• **AVAILABLE DATA**
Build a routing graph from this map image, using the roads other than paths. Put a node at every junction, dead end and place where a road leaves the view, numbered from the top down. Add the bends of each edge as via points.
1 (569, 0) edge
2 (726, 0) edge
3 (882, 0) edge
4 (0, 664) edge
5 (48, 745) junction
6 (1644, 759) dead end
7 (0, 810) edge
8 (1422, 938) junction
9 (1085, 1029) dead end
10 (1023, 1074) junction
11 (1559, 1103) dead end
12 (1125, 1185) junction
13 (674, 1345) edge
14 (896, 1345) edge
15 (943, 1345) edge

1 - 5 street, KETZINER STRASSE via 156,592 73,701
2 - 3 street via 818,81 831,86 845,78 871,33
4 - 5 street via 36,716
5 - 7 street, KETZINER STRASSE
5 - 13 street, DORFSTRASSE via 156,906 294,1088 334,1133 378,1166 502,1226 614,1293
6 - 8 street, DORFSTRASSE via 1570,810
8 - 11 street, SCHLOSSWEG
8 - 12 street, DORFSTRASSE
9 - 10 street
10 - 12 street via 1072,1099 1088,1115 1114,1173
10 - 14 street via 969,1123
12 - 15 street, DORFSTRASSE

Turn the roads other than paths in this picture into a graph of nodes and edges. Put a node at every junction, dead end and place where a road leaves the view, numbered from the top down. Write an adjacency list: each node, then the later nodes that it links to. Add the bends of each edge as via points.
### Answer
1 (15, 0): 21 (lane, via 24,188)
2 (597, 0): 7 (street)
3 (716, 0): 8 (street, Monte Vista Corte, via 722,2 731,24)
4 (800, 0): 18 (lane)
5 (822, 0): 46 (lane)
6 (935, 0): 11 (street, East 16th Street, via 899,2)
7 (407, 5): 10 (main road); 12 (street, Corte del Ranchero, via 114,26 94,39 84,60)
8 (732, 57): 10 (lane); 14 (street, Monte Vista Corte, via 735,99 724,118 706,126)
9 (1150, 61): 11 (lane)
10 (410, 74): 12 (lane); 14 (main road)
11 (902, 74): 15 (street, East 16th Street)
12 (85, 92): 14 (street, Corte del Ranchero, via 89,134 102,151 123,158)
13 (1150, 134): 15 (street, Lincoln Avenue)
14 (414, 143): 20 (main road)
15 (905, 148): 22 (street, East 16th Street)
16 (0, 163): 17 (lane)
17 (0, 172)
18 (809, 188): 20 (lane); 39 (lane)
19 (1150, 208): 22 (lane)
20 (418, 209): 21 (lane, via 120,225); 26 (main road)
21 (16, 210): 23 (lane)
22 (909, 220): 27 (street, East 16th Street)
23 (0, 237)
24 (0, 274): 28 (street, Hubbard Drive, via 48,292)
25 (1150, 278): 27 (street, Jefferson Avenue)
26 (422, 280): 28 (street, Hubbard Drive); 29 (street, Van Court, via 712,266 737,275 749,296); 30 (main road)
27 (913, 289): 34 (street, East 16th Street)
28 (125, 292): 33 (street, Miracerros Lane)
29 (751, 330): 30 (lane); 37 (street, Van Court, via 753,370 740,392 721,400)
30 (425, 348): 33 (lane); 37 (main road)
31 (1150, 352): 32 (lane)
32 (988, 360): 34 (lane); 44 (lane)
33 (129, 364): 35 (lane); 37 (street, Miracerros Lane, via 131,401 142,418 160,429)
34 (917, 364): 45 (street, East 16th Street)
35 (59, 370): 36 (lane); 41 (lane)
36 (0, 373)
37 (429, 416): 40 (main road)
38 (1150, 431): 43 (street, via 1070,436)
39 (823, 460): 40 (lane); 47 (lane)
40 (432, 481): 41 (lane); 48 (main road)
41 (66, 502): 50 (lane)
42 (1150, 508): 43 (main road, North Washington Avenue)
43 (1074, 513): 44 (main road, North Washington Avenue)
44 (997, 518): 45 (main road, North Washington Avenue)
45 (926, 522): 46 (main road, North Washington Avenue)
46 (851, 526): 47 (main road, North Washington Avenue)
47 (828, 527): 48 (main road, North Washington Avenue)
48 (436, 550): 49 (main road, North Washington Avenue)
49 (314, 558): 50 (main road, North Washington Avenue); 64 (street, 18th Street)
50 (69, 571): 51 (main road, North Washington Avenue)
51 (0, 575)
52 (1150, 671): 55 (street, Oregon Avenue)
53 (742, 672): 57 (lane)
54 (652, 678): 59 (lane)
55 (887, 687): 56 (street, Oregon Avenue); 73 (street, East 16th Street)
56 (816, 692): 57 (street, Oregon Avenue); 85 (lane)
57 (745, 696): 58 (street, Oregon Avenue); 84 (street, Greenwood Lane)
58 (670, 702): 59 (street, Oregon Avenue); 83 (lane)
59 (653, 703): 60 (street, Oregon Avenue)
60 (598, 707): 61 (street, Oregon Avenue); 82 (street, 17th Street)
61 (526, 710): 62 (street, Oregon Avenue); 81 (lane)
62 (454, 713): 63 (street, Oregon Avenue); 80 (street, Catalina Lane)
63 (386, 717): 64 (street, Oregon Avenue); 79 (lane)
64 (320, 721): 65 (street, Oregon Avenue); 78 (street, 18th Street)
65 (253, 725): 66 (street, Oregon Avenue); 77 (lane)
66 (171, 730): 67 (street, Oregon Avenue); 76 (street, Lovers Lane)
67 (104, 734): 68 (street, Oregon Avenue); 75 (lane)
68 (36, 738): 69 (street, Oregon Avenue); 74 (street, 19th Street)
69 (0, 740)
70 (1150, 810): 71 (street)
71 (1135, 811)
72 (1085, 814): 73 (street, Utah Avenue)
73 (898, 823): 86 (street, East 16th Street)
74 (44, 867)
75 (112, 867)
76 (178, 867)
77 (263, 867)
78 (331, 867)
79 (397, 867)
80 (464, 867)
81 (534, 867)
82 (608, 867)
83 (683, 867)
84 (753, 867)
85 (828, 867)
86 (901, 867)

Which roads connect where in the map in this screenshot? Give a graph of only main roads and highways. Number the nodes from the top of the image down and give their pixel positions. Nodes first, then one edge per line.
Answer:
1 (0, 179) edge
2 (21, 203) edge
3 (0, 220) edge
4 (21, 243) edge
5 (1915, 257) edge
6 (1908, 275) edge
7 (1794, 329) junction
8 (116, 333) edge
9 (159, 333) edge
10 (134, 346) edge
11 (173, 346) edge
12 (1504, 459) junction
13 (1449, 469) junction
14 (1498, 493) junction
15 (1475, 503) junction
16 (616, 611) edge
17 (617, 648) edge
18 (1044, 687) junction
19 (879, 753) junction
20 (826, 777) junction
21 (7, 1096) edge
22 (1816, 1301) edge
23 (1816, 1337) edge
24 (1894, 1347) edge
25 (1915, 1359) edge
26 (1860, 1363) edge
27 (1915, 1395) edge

• **YOUR TASK**
Scan the material above for the string "nodes" and copy every line that has it.

• **PROBLEM SOLUTION**
Turn the roads other than paths in this picture into a graph of nodes and edges. Put a node at every junction, dead end and place where a road leaves the view, numbered from the top down. Write an adjacency list: each node, then the later nodes that it links to. Add the bends of each edge as via points.
Which roads connect where in the map in this screenshot? Give a graph of only main roads and highways. Number the nodes from the top of the image down and give their pixel positions. Nodes first, then one edge per line.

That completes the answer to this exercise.